Each time the lab gets a new drone, students give it a name that starts with P—a lab tradition ever since the first Smith drone took its inaugural flight at Popham Beach in Maine in 2015. Patty’s predecessors have included Popham, Pademelon, Paul, Pigeon, Pangea, Pika, Pebbles, Plants, Python, and Phippsburg. With Pearsall and Pandemic, students leaned into world events, while the trio of Pioneer, Paradise, and Pond were nods to Smith itself.
As a new model, Patty is outfitted with a filter to reduce the glare from the water. More importantly, she carries a special global positioning system known as “real-time kinematics” (RTK for short), which lets her pinpoint the exact location of each image she records in flight.
In the past, preparing for a drone flight included having researchers like Ellis (and the professors who work with the SAL) walk the entire course of their survey area in advance, placing large orange markers to help them configure the GIS maps they wanted to generate—and hoping that wind or curious passers-by didn’t move them in the meantime.
Patty’s RTK update, which can take photos with extreme precision, means the legwork to add markers on the ground is no longer necessary.
“Generally anywhere on campus now, we can connect [Patty] to the base station and we’re getting—confidentially we can say—centimeter-level precision,” says Ellis, referring to the central tower on Sabin-Reed that Patty communicates with to figure out her location. “And that’s on top of centimeter-level spatial resolution, pixel size.”

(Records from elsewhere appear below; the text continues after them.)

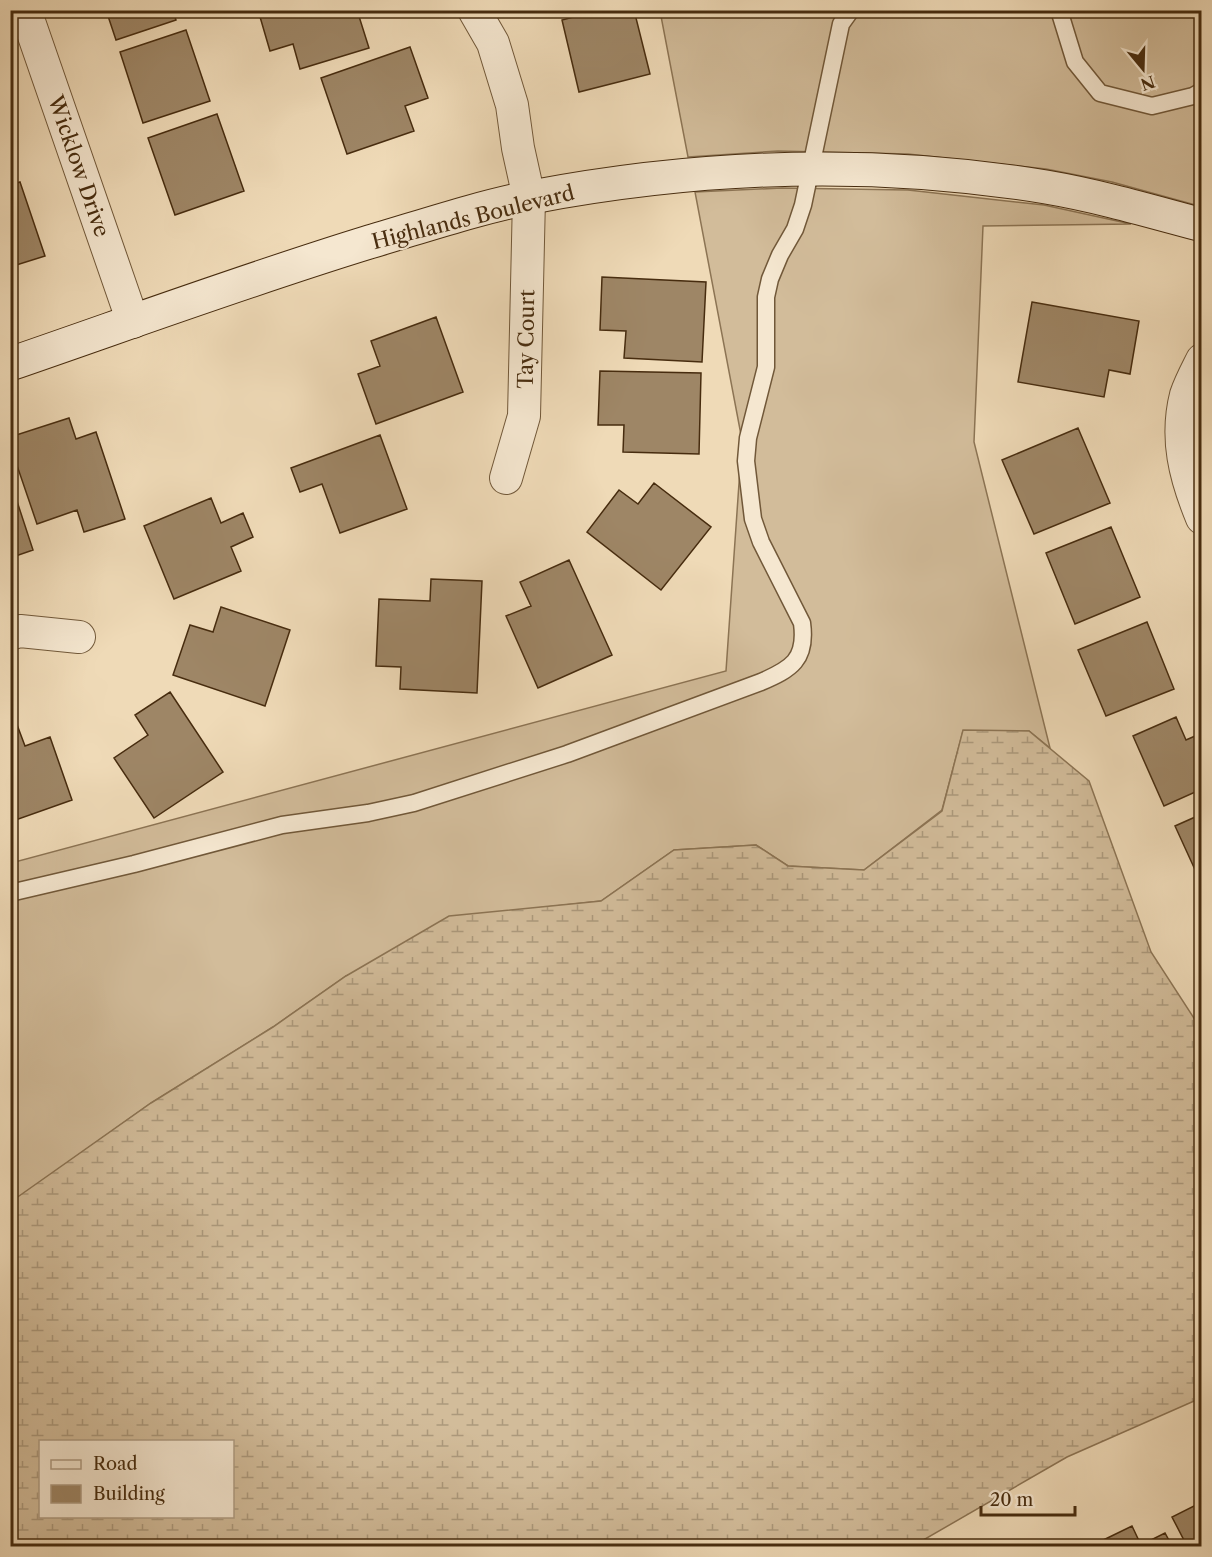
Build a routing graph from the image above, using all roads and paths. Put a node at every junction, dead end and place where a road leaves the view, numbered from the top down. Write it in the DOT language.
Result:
graph roads {
  1 [pos="26,10"];
  2 [pos="474,10"];
  3 [pos="851,10"];
  4 [pos="1059,10"];
  5 [pos="1202,91"];
  6 [pos="810,170"];
  7 [pos="529,198"];
  8 [pos="1202,225"];
  9 [pos="133,322"];
  10 [pos="1202,360"];
  11 [pos="10,364"];
  12 [pos="506,478"];
  13 [pos="1202,518"];
  14 [pos="10,634"];
  15 [pos="79,637"];
  16 [pos="10,893"];
  1 -- 9 [label="street, Wicklow Drive"];
  2 -- 7 [label="street, Tay Court"];
  3 -- 6 [label="lane"];
  4 -- 5 [label="lane"];
  6 -- 7 [label="street, Highlands Boulevard"];
  6 -- 8 [label="street, Highlands Boulevard"];
  6 -- 16 [label="lane"];
  7 -- 9 [label="street, Highlands Boulevard"];
  7 -- 12 [label="street, Tay Court"];
  9 -- 11 [label="street, Highlands Boulevard"];
  10 -- 13 [label="street"];
  14 -- 15 [label="street"];
}
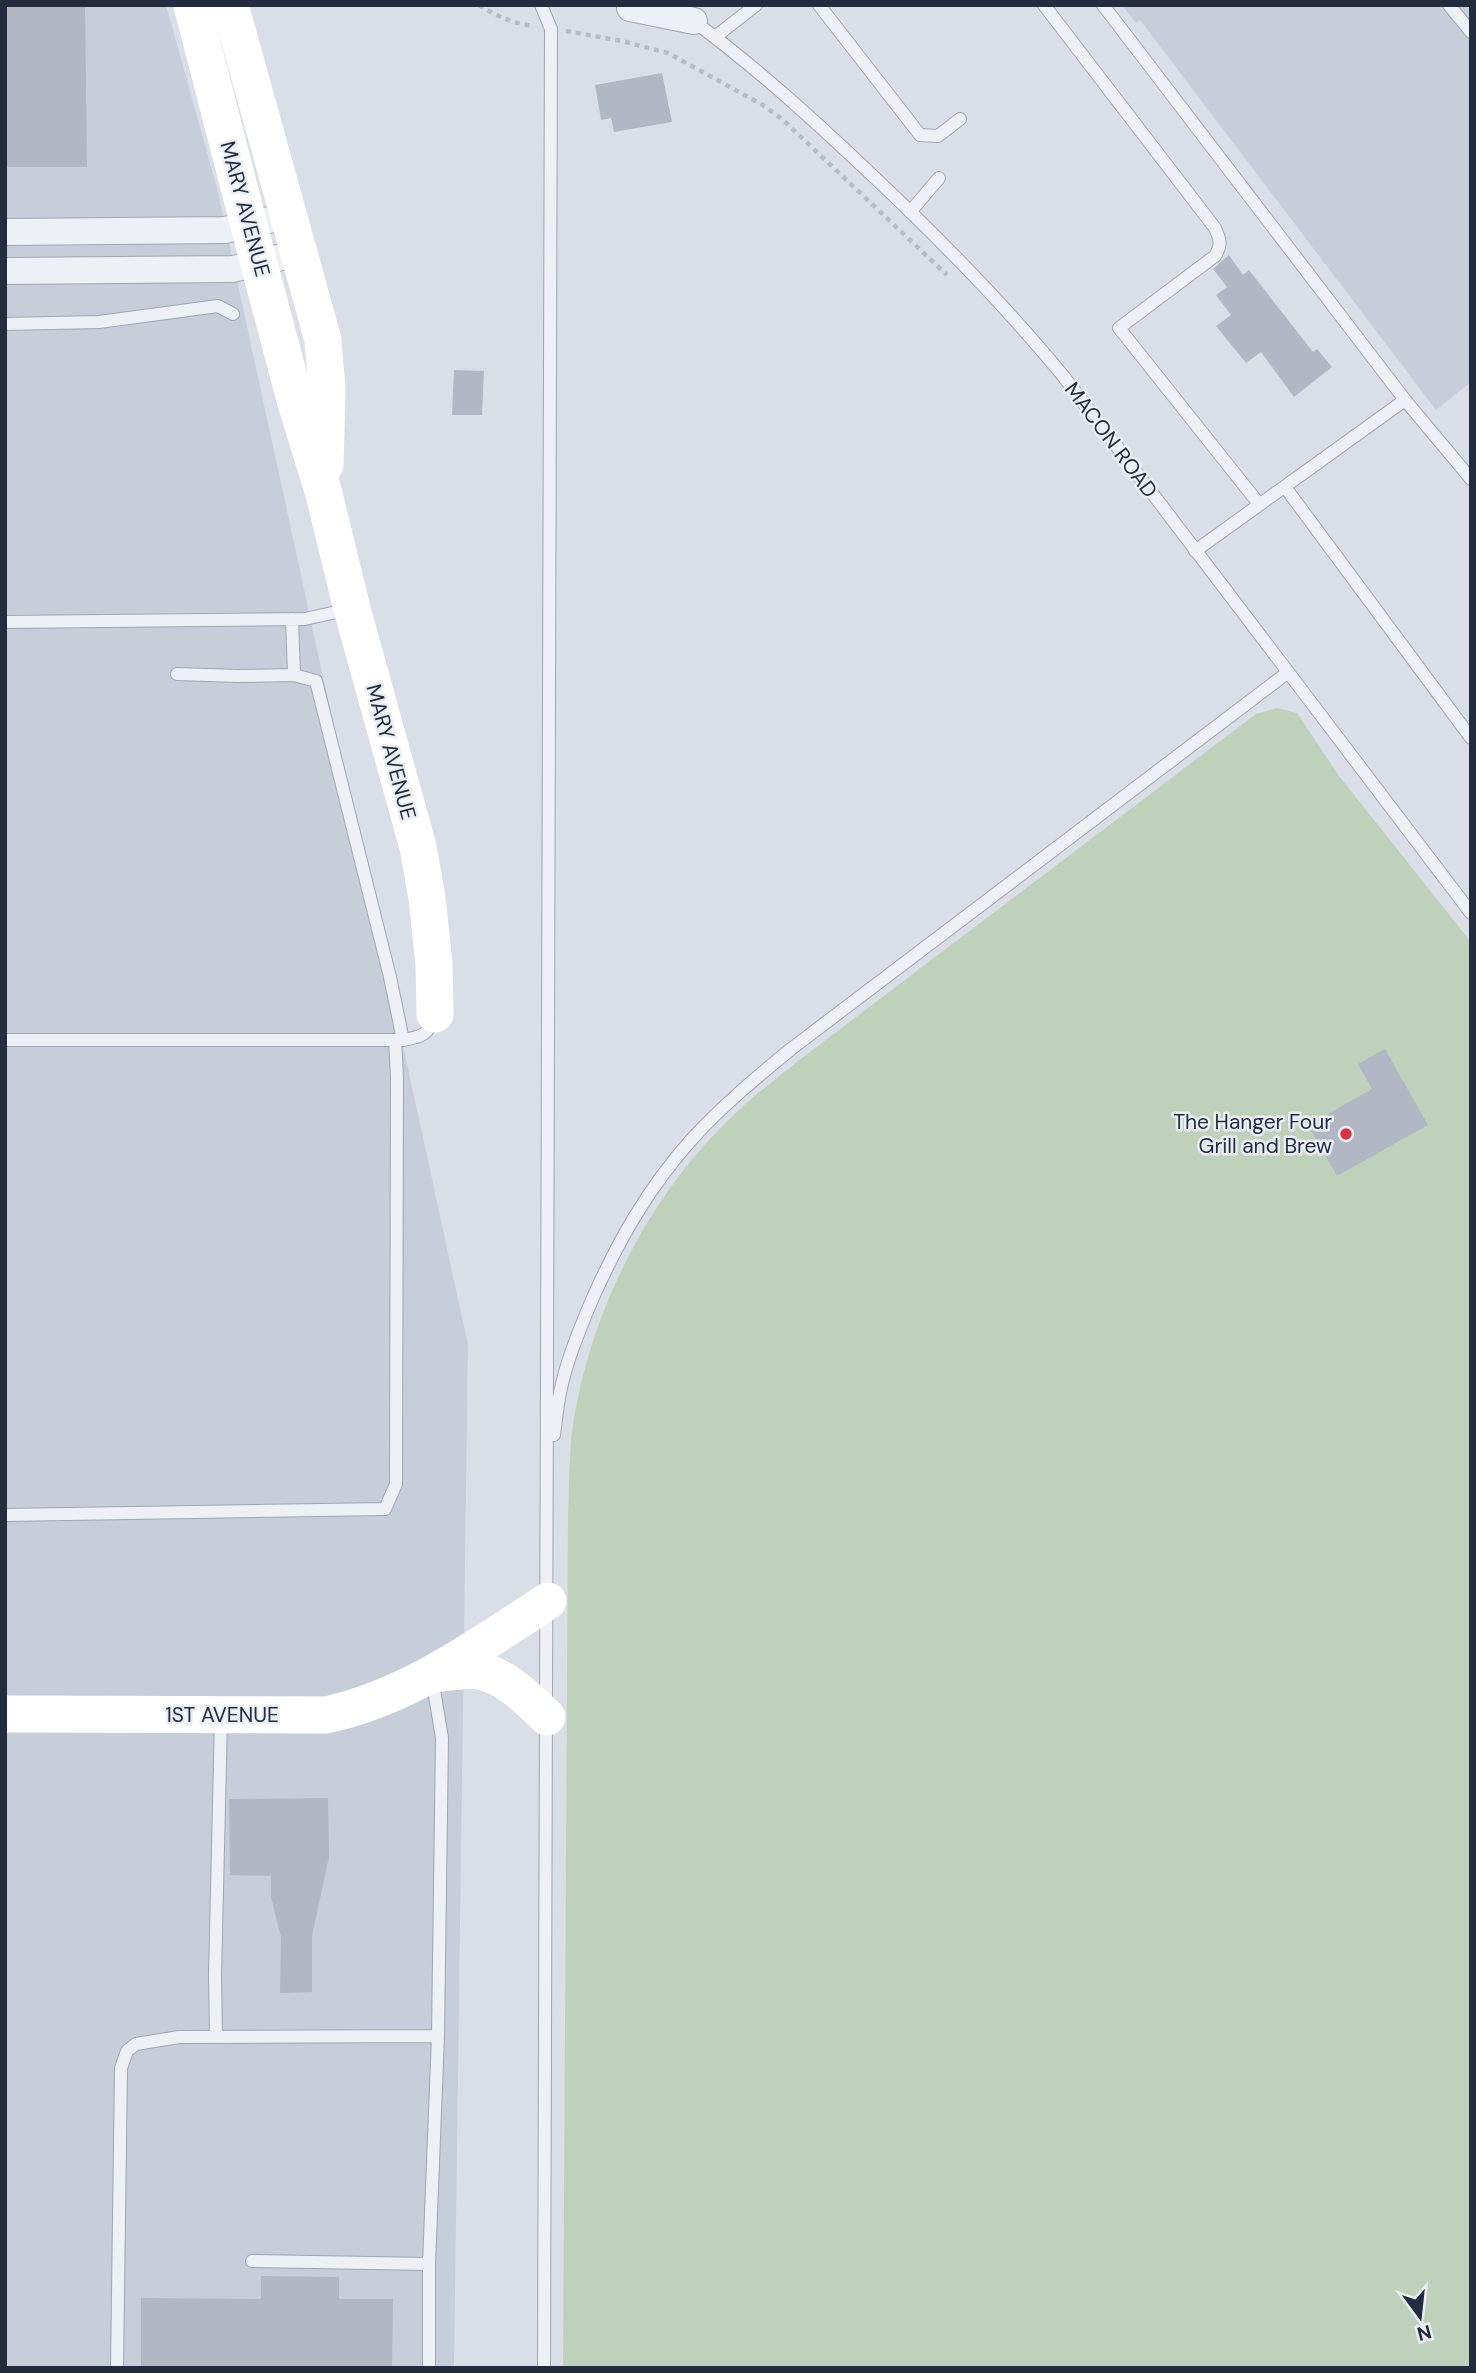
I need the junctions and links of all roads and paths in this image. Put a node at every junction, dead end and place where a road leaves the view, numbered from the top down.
1 (192, 5) edge
2 (230, 5) edge
3 (479, 5) edge
4 (541, 5) edge
5 (671, 5) edge
6 (756, 5) edge
7 (819, 5) edge
8 (1044, 5) edge
9 (1103, 5) edge
10 (1449, 5) edge
11 (626, 15) edge
12 (694, 21) junction
13 (537, 27) dead end
14 (1471, 32) edge
15 (580, 33) dead end
16 (715, 37) junction
17 (622, 41) junction
18 (960, 119) dead end
19 (939, 178) dead end
20 (910, 212) junction
21 (287, 216) junction
22 (249, 226) junction
23 (5, 232) edge
24 (298, 253) junction
25 (259, 264) junction
26 (5, 271) edge
27 (949, 278) dead end
28 (233, 314) dead end
29 (5, 324) edge
30 (1405, 400) junction
31 (1471, 479) edge
32 (1285, 487) junction
33 (324, 494) junction
34 (1259, 504) junction
35 (1195, 551) junction
36 (352, 609) junction
37 (292, 619) junction
38 (5, 622) edge
39 (1287, 673) junction
40 (177, 674) dead end
41 (294, 675) junction
42 (1471, 738) edge
43 (1471, 913) edge
44 (435, 1014) joint
45 (5, 1040) edge
46 (399, 1040) junction
47 (548, 1487) junction
48 (5, 1515) edge
49 (548, 1601) junction
50 (431, 1674) junction
51 (5, 1714) edge
52 (220, 1715) junction
53 (547, 1717) junction
54 (438, 2036) junction
55 (216, 2037) junction
56 (252, 2261) dead end
57 (429, 2264) junction
58 (117, 2368) edge
59 (429, 2368) edge
60 (544, 2368) edge

1 - 22 street, MARY AVENUE
2 - 21 street, MARY AVENUE
3 - 13 path
4 - 47 lane
5 - 12 lane, MACON ROAD
6 - 16 lane
7 - 18 lane
8 - 34 lane
9 - 30 lane
10 - 14 lane
11 - 12 street, MACON ROAD
11 - 17 path
12 - 16 lane, MACON ROAD
15 - 17 path
16 - 20 lane, MACON ROAD
17 - 27 path
19 - 20 lane
20 - 35 lane, MACON ROAD
21 - 22 street
21 - 24 street, MARY AVENUE
22 - 23 street
22 - 25 street, MARY AVENUE
24 - 25 street
24 - 33 street, MARY AVENUE
25 - 26 street
25 - 33 street, MARY AVENUE
28 - 29 lane
30 - 31 lane
30 - 32 lane
32 - 34 lane
32 - 42 lane
33 - 36 street, MARY AVENUE
34 - 35 lane
35 - 39 lane, MACON ROAD
36 - 37 lane
36 - 44 street, MARY AVENUE
37 - 38 lane
37 - 41 lane
39 - 43 lane, MACON ROAD
39 - 47 lane
40 - 41 lane
41 - 46 lane
44 - 46 lane
45 - 46 lane
46 - 48 lane
47 - 49 lane
49 - 50 street, 1ST AVENUE
49 - 53 lane
50 - 52 street, 1ST AVENUE
50 - 53 street, 1ST AVENUE
50 - 54 lane
51 - 52 street, 1ST AVENUE
52 - 55 lane
53 - 60 lane
54 - 55 lane
54 - 57 lane
55 - 58 lane
56 - 57 lane
57 - 59 lane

For a little over four minutes, Patty travels 3.5 hectares in a precise flight path known as a “lawnmower pattern.” She has company, too. A commercial plane flies overhead, then a military transport, and a glider launched off Mount Tom. “Some friends in the airspace,” notes Ellis.
By the time Patty comes to a buzzy landing on a small, portable pad that Jacobs has placed on the ground, she has captured 2.96 GB worth of data in 307 images.
Back in the lab at a computer station with a view of the pond, Jacobs imports the data and begins to configure her map. She first became interested in analyzing geographic information during a class that taught the widely used mapping software ArcGIS. Jacobs delved more deeply into geographic information systems (GIS) in environmental classes. Then she took a drone class with Ellis and Smith Research Affiliate Jon Caris (SAL’s former director).
Sold on the merits of drone work, Jacobs volunteered to fly Patty once a week during the spring. The frequency was designed around keeping tabs on the geography of Paradise Pond during the college’s annual sediment redistribution efforts. As a data side project, Jacobs also created a map that counted the number of geese at the pond each week.
“I like trying to solidify it in my brain,” Jacobs says of flying drones and mapping the resulting data each week. “Even though I’ve done it numerous times, I still need a refresh.”
More practically, Jacobs, an environmental science and policy major who plans to go into nonprofit work, says that skills in GIS software and drone operation gave her a leg up in her job hunt. “I’m applying to jobs right now and I’ve definitely seen on a few applications ‘GIS skills preferred,’ so then I can check that off,” she says. “I actually used GIS software in my internship this summer.”
Heather Rosenfeld, who started as the SAL’s new director recently, notes that, although drones were created for military applications, they’ve far exceeded those initial bounds and are now key tools for managing conservation, conducting geological surveys, and tracking construction efforts—including the college’s geothermal work—among other uses.
“It’s part of the GIS world in a way that’s grown over the last 10 or so years,” says Rosenfeld.
Rosenfeld, whose background and expertise lie in the environmental science and policy side of the lab’s work, undertook their first drone flight in August, shortly after starting their new director position.
And which drone served as their first flying buddy? Of course, it was the keen little craft known as Patty.